Pantau - Kementerian Perdagangan (Kemendag) resmi memulai penyaluran produk usaha mikro, kecil, dan menengah (UMKM) pangan ke jaringan ritel modern melalui program UKM Pangan Award Goes to Modern Ritel.
Sinergi Pemerintah dan Ritel Modern
Menteri Perdagangan (Mendag) Budi Santoso menegaskan komitmen pemerintah untuk memperkuat pasar domestik dengan menggandeng pelaku ritel modern sebagai mitra strategis.
"Sinergi ini memperkuat rantai pasok domestik sekaligus menjadi saluran pemasaran bagi produk pangan dalam negeri," ungkapnya.
Tahap awal, Kemendag menggandeng Hero Supermarket sebagai mitra pertama dalam program ini.
Budi mengapresiasi kontribusi pelaku ritel modern dalam memperkuat rantai pasok domestik, mendukung kemitraan dengan UMKM pangan, serta membangun ketahanan pangan nasional yang inklusif.
Sebanyak 22 pelaku UMKM dengan 79 jenis produk pangan berhasil dipasarkan di Hero Supermarket melalui program binaan Kemendag.
Keberhasilan tersebut merupakan hasil kurasi ketat dan berkelanjutan dari UKM Pangan Award, lomba pangan tahunan yang rutin digelar Kemendag setiap Oktober bersamaan dengan pameran dagang internasional Trade Expo Indonesia (TEI).

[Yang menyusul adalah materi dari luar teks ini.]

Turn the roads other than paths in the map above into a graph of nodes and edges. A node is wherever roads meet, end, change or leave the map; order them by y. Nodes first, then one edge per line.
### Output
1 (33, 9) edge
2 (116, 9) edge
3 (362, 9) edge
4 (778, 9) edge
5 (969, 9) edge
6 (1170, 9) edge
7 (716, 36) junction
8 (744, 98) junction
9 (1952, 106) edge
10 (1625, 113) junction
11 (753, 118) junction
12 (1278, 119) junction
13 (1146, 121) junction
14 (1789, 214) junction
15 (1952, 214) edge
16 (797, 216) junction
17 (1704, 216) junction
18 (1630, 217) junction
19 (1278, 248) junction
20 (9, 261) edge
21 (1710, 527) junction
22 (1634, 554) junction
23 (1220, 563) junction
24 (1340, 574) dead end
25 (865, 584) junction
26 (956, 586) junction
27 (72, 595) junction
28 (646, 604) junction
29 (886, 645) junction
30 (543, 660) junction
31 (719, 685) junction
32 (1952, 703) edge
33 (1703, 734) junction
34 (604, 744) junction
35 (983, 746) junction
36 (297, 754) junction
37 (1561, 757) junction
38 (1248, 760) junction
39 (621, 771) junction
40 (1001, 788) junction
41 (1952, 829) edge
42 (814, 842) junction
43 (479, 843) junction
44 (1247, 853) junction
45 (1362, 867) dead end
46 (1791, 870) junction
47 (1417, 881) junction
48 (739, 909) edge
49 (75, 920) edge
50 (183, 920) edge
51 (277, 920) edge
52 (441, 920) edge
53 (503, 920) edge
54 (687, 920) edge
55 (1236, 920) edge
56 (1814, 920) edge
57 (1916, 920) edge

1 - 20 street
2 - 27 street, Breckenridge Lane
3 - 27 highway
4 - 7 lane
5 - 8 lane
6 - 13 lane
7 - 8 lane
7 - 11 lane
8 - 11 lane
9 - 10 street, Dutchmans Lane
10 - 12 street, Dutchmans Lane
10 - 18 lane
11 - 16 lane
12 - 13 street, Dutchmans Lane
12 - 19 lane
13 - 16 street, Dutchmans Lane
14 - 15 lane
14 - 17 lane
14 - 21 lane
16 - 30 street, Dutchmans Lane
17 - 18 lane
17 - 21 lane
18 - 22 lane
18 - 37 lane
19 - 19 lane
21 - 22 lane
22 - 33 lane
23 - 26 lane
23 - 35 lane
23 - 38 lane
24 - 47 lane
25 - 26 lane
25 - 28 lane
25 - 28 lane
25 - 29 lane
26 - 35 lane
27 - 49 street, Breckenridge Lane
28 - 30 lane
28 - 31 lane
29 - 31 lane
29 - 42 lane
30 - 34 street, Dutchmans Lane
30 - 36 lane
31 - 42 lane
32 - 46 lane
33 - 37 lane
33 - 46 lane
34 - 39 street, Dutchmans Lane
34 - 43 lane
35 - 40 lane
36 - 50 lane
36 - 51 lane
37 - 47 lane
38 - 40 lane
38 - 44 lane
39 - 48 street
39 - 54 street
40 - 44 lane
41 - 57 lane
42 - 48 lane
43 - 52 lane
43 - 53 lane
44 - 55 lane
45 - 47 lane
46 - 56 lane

"Dalam UKM Pangan Award, produk akan diseleksi oleh juri sebagai bagian dari kurasi dan ini membutuhkan waktu. Setelah terkurasi dengan baik dan memenuhi standar, produk UMKM siap masuk ritel modern seperti yang kita lihat hari ini," kata Budi.
UMKM Pangan Berpeluang Tembus Ekspor
Budi juga menyoroti perubahan pandangan masyarakat terkait penyerapan produk lokal oleh ritel modern.
Awalnya, pemerintah hanya mewajibkan penyerapan minimal 30 persen produk lokal di ritel modern, namun kini realisasinya telah mencapai lebih dari 80 persen.
Selain memperkuat pasar domestik, Kemendag juga menyiapkan langkah ekspansi global bagi UMKM.
Budi menegaskan produk UMKM yang berhasil masuk jaringan ritel modern memiliki potensi besar untuk menembus pasar ekspor.
Untuk mendukung hal tersebut, Kemendag menjalankan Program UMKM Berani Inovasi, Siap Adaptasi (BISA) Ekspor dengan memanfaatkan fasilitasi perwakilan perdagangan di luar negeri.